My daughter of course said no, and then my mother went on to explain. “Well, back in the day, a long time ago when there used to be slavery, the black people from Africa – singing and dancing was a big part of their culture. So they brought it with them, because that was their only form of entertainment.”
“Their only form of entertainment?,” I thought to myself. “Here we go again!”
First things first: I would never describe my mother as racist. I don’t think my mother has any negative feelings toward black people – it’s just – she’s a middle-aged white lady from Central New York who doesn’t actually know any black people. Well, I take that back. She used to know a black person, a “fella” she worked with, whom she revered with a kind of awe usually saved for the magical negro character in a movie. My mother, once relaying a conversation they had, said, “He told me, ‘Terry, it’s not that you don’t like the heat. It’s that you don’t like workin’ in the heat. You’d like the heat if you could lay on the beach all day and drive a big boat around.’ And I thought, ‘Wow.

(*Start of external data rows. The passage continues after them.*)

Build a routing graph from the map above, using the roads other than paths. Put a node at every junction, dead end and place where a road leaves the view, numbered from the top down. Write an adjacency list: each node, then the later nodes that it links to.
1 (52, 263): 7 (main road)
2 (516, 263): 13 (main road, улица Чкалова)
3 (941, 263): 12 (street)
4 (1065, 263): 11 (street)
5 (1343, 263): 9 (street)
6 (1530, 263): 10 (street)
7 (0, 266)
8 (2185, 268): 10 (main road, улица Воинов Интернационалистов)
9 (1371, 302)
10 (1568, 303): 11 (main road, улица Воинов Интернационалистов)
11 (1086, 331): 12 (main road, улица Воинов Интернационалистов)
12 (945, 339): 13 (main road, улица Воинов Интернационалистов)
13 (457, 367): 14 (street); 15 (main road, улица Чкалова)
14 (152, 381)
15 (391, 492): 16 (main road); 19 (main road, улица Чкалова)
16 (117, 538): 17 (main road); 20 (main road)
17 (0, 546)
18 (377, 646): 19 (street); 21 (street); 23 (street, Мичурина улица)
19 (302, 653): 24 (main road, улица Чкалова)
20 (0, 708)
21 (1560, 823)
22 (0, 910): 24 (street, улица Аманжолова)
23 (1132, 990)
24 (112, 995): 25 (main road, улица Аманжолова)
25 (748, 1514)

You know, that’s awful smart.’”
Needless to say, when my mother began attempting to teach my daughter – who was born in Harlem – about the origins of gospel music, my butt-cheeks clenched and my ears perked up. “That was their only form of entertainment.” (As if slaves spent their days picking cotton and their nights choreographing Broadway musicals.) “So the slaves sang songs called spirituals, and because they were black, they were called negro spirituals. Then the white people took their music and made it into gospel!”
I wish I could make this stuff up.
“Mom!,” I cried, giving her a stern look. My mother started laughing and said, “Well, I’m close, aren’t I?!”
“Not really,” I said. “Gospel music is black music. When old white people sing it, it’s Christian contemporary at best.” We both laughed. And then when the camera panned to one of the few black women in Bill Gaither’s choir, my mother said, “Isn’t she pretty? Every time they show her she’s always wearing something beautiful. She reminds me of Cicely Tyson.” What can I say? There was a slight resemblance. My mother may not be perfect, but she’s trying… trying to understand the world I live in, and to get into heaven – where she can listen to all the gospel music she can handle.